╭──
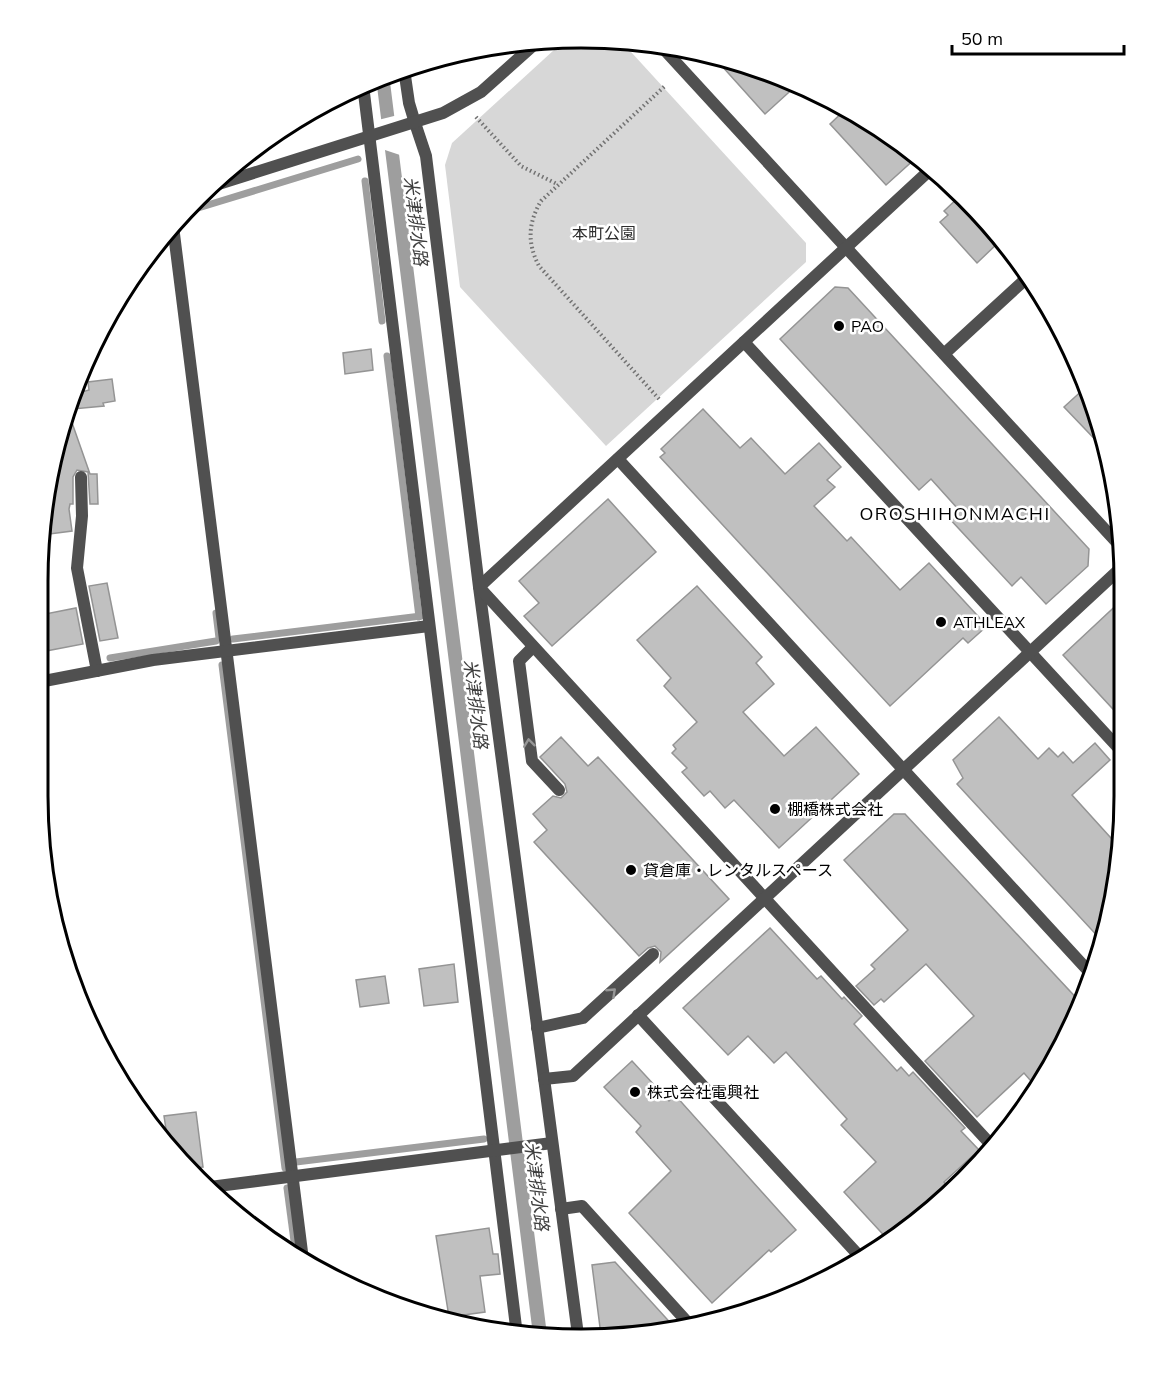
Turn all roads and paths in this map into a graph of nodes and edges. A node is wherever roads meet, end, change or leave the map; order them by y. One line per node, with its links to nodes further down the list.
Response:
1 (527, 51): 7 (street)
2 (670, 56): 13 (street)
3 (406, 78): 7 (street)
4 (666, 85): 11 (path)
5 (364, 95): 8 (street)
6 (476, 117): 11 (path)
7 (412, 124): 8 (street); 22 (street)
8 (370, 137): 10 (street); 23 (street)
9 (925, 174): 13 (street)
10 (229, 181)
11 (558, 184): 17 (path)
12 (174, 237): 25 (street)
13 (846, 248): 15 (street); 16 (street)
14 (1022, 282): 16 (street)
15 (744, 342): 18 (street); 26 (street)
16 (944, 354): 20 (street)
17 (661, 400)
18 (618, 459): 22 (street); 30 (street)
19 (81, 477): 27 (street)
20 (1112, 537)
21 (1114, 574): 26 (street)
22 (479, 588): 24 (street); 36 (street)
23 (429, 626): 25 (street); 40 (street)
24 (533, 647): 31 (street, one-way to 24); 32 (street)
25 (226, 650): 27 (street); 41 (street)
26 (1030, 652): 29 (street); 30 (street)
27 (97, 671): 28 (street)
28 (48, 680)
29 (1114, 743)
30 (903, 770): 32 (street); 34 (street)
31 (559, 790)
32 (764, 898): 35 (street); 38 (street)
33 (653, 954): 36 (street, one-way to 33)
34 (1086, 968)
35 (638, 1015): 37 (street); 45 (street)
36 (537, 1028): 37 (street)
37 (544, 1079): 39 (street)
38 (987, 1141)
39 (552, 1143): 40 (street); 43 (street)
40 (499, 1150): 41 (street); 47 (street)
41 (293, 1176): 42 (street); 44 (street)
42 (218, 1186)
43 (561, 1209): 46 (street); 48 (street)
44 (302, 1250)
45 (856, 1253)
46 (685, 1319)
47 (517, 1325)
48 (577, 1329)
╰──
Return the whole listing word for word. Pictures stay out of it.

● RESPONSE:
Turn all roads and paths in this map into a graph of nodes and edges. A node is wherever roads meet, end, change or leave the map; order them by y. One line per node, with its links to nodes further down the list.
Response:
1 (527, 51): 7 (street)
2 (670, 56): 13 (street)
3 (406, 78): 7 (street)
4 (666, 85): 11 (path)
5 (364, 95): 8 (street)
6 (476, 117): 11 (path)
7 (412, 124): 8 (street); 22 (street)
8 (370, 137): 10 (street); 23 (street)
9 (925, 174): 13 (street)
10 (229, 181)
11 (558, 184): 17 (path)
12 (174, 237): 25 (street)
13 (846, 248): 15 (street); 16 (street)
14 (1022, 282): 16 (street)
15 (744, 342): 18 (street); 26 (street)
16 (944, 354): 20 (street)
17 (661, 400)
18 (618, 459): 22 (street); 30 (street)
19 (81, 477): 27 (street)
20 (1112, 537)
21 (1114, 574): 26 (street)
22 (479, 588): 24 (street); 36 (street)
23 (429, 626): 25 (street); 40 (street)
24 (533, 647): 31 (street, one-way to 24); 32 (street)
25 (226, 650): 27 (street); 41 (street)
26 (1030, 652): 29 (street); 30 (street)
27 (97, 671): 28 (street)
28 (48, 680)
29 (1114, 743)
30 (903, 770): 32 (street); 34 (street)
31 (559, 790)
32 (764, 898): 35 (street); 38 (street)
33 (653, 954): 36 (street, one-way to 33)
34 (1086, 968)
35 (638, 1015): 37 (street); 45 (street)
36 (537, 1028): 37 (street)
37 (544, 1079): 39 (street)
38 (987, 1141)
39 (552, 1143): 40 (street); 43 (street)
40 (499, 1150): 41 (street); 47 (street)
41 (293, 1176): 42 (street); 44 (street)
42 (218, 1186)
43 (561, 1209): 46 (street); 48 (street)
44 (302, 1250)
45 (856, 1253)
46 (685, 1319)
47 (517, 1325)
48 (577, 1329)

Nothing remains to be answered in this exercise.